RM - Observational design Flashcards
Define behavioural categories
Dividing a target behaviour (such as stress or aggression) into a subset of specific and operationalised behaviours.
What is event sampling?
An observational technique in which a count is kept of the number of times a certain behaviour (event) occurs.
What is sampling?
The method used to select participants, such as random, opportunity and volunteer sampling, or to select behaviours in an observation such as event or time sampling.
What is structured observation?
A researcher uses various systems to organise observations, such as behavioural categories and sampling procedures.
What is time sampling?
An observational technique in which the observer records behaviours in a given time frame, e.g. noting what a target individual is doing every 15s or 20s or 1 minute. The observer may select one or more behavioural categories to tick at this time interval.
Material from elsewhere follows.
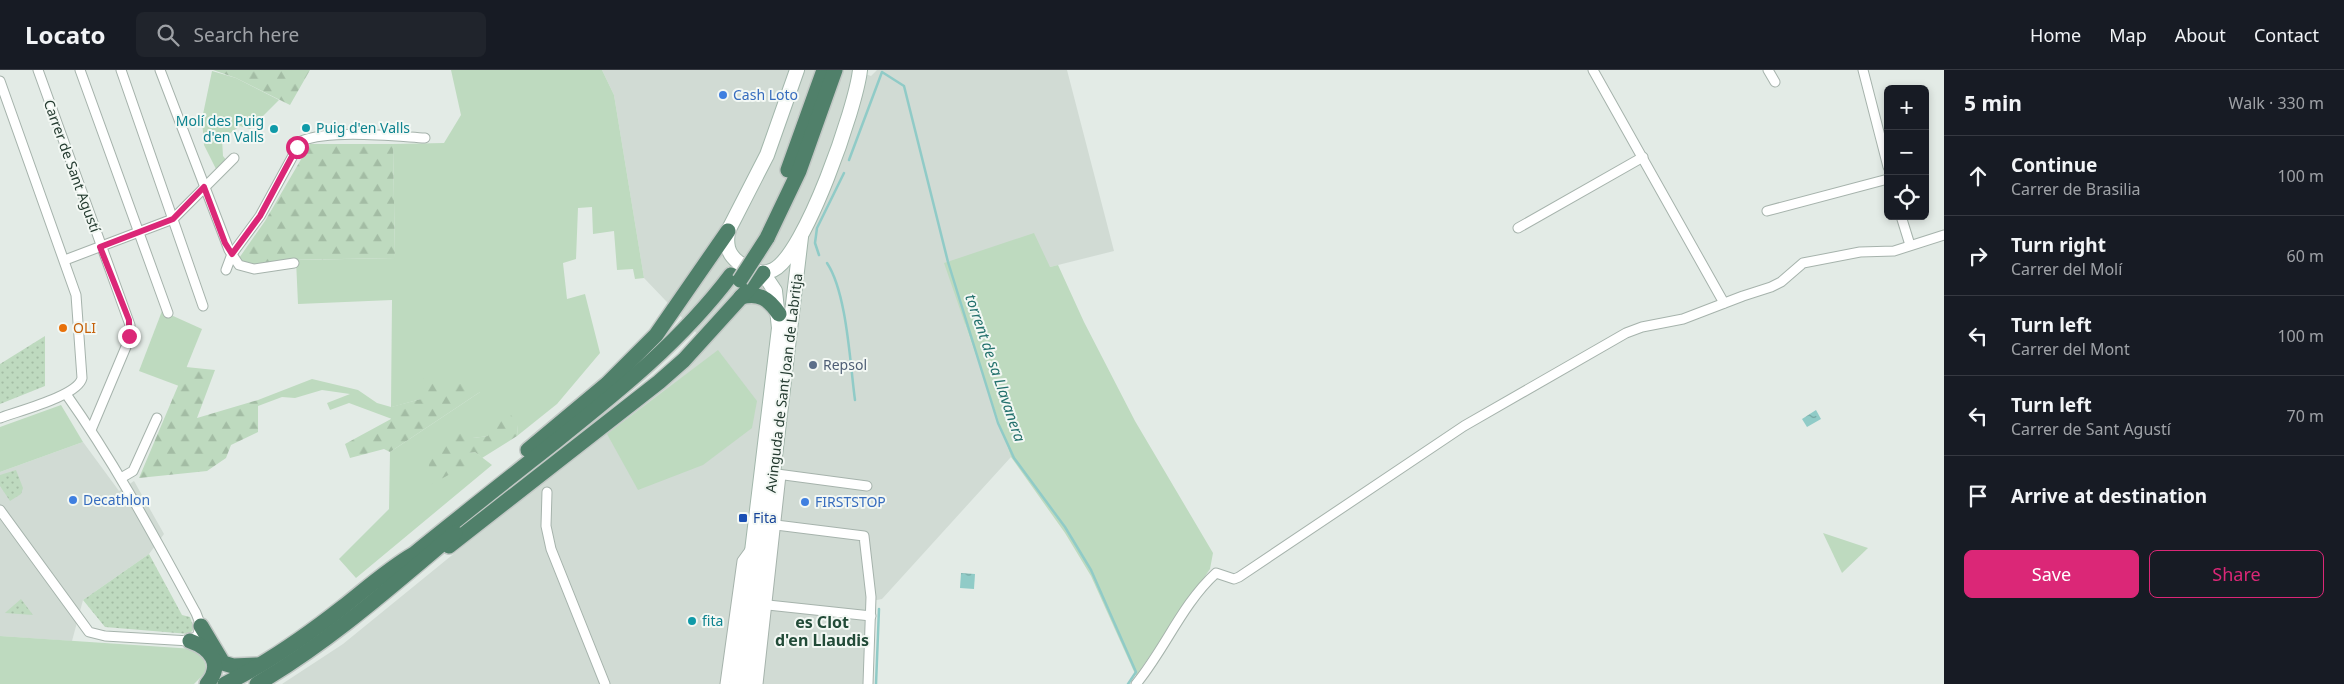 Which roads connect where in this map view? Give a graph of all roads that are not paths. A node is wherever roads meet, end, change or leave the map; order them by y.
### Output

Why can observations be hard to do?
- It is difficult to work out what to record and what not to record.
- It is difficult to record everything that is happening.
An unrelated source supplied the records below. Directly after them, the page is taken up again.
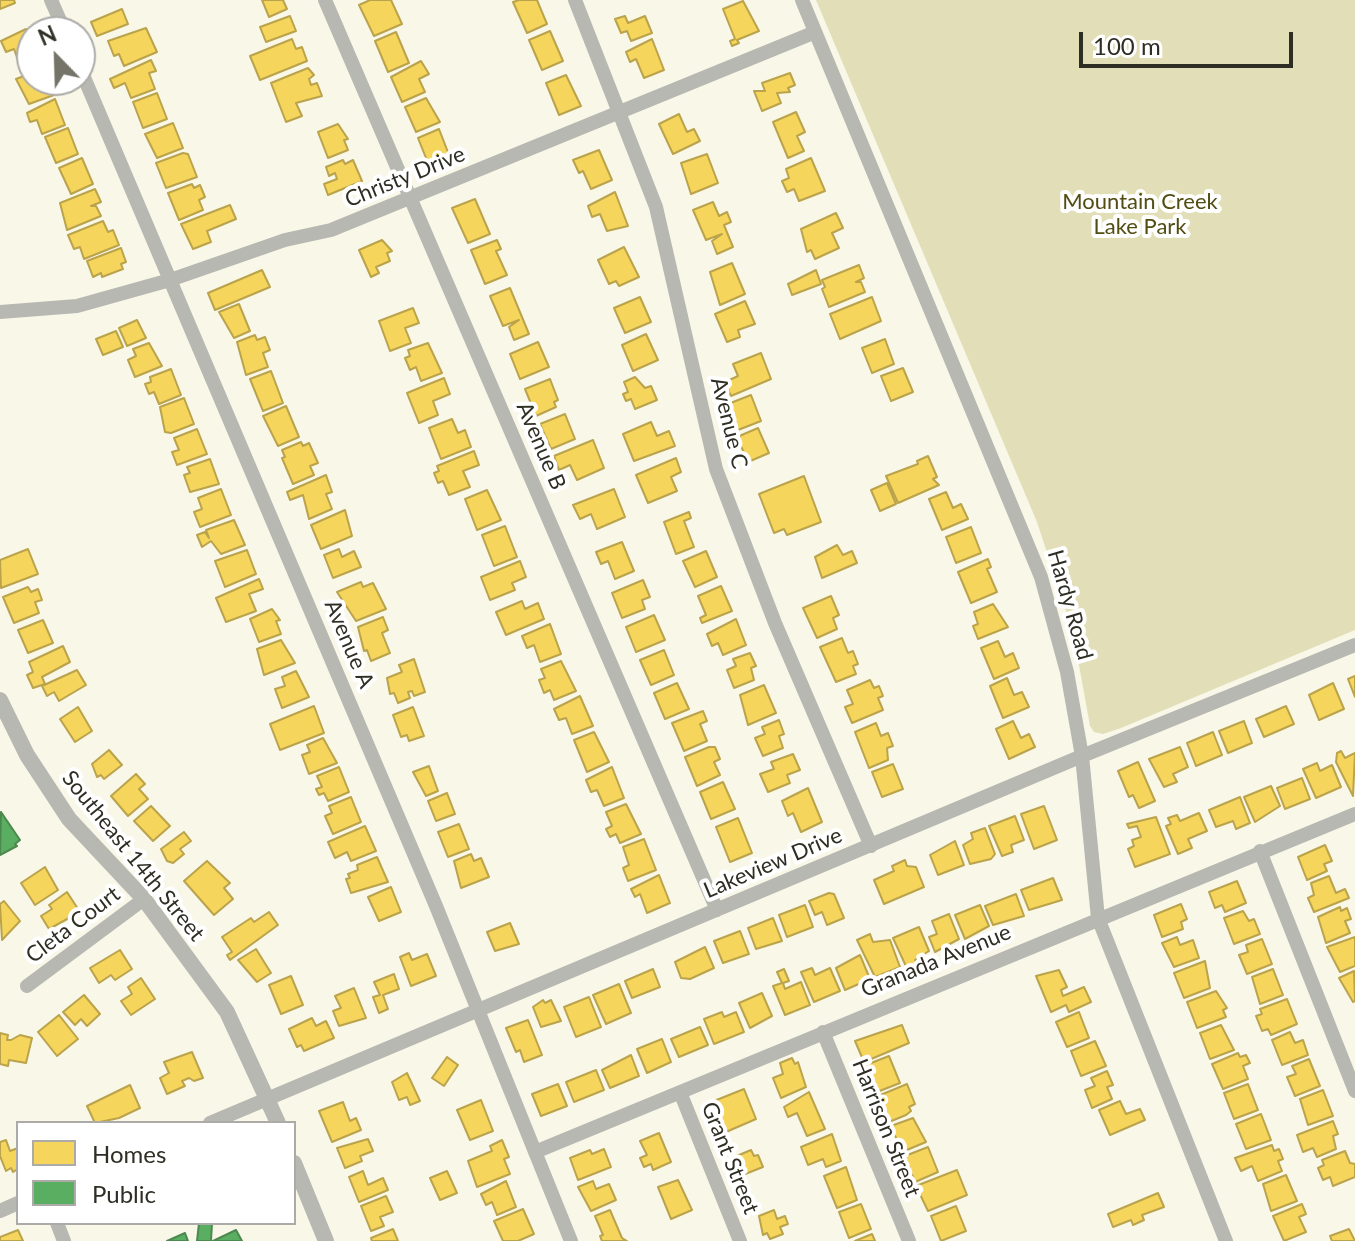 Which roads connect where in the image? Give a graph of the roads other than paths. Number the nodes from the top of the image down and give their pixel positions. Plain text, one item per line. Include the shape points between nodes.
1 (325, 0) edge
2 (575, 0) edge
3 (802, 0) edge
4 (813, 33) junction
5 (92, 96) edge
6 (621, 111) junction
7 (411, 199) junction
8 (170, 280) junction
9 (0, 312) edge
10 (1355, 645) edge
11 (0, 700) edge
12 (1082, 756) junction
13 (1355, 814) edge
14 (871, 846) junction
15 (1260, 851) junction
16 (144, 899) junction
17 (717, 910) junction
18 (1098, 918) junction
19 (27, 986) dead end
20 (479, 1009) junction
21 (823, 1032) junction
22 (1355, 1091) edge
23 (680, 1092) junction
24 (268, 1099) junction
25 (215, 1121) edge
26 (277, 1121) edge
27 (535, 1152) junction
28 (296, 1168) edge
29 (326, 1241) edge
30 (571, 1241) edge
31 (740, 1241) edge
32 (909, 1241) edge
33 (1226, 1241) edge

1 - 7 street, Avenue B
2 - 6 street, Avenue C
3 - 4 street, Hardy Road
4 - 6 street, Christy Drive
4 - 12 street, Hardy Road via 1041,577 1067,672
5 - 8 street, Avenue A
6 - 7 street, Christy Drive
6 - 14 street, Avenue C via 656,207 716,469
7 - 8 street, Christy Drive
7 - 17 street, Avenue B
8 - 9 street, Christy Drive via 77,306
8 - 20 street, Avenue A
10 - 12 street, Lakeview Drive
11 - 16 street, Southeast 14th Street via 27,755 69,819
12 - 14 street, Lakeview Drive
12 - 18 street, Hardy Road
13 - 15 street, Granada Avenue
14 - 17 street, Lakeview Drive
15 - 18 street, Granada Avenue
15 - 22 street
16 - 19 street, Cleta Court
16 - 24 street, Southeast 14th Street via 227,1012
17 - 20 street, Lakeview Drive
18 - 21 street, Granada Avenue
18 - 33 street, Hardy Road
20 - 24 street, Lakeview Drive
20 - 27 street, Avenue A
21 - 23 street, Granada Avenue
21 - 32 street, Harrison Street
23 - 27 street, Granada Avenue
23 - 31 street, Grant Street
24 - 25 street, Lakeview Drive
24 - 26 street, Southeast 14th Street
27 - 30 street, Avenue A
28 - 29 street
What happens in an unstructured observation?
The researcher ecordsall relevant behaviour but has no system.
What is the problem with unstructured observations?
There may be too much to record.
The behaviours recorded will often be those which are most visible or eye-catching to the observer but these may not necessarily be the most relevant or important behaviours.
When are unstructured observations likely to be used?
Where research hasn’t been conducted before as a kind of pilot study to see what behaviours might be recorded using a structured system.
What is most preferable, structured or unstructured observations?
Structured
What are the 2 main ways to structure observations?
By using behavioural categories and sampling procedures.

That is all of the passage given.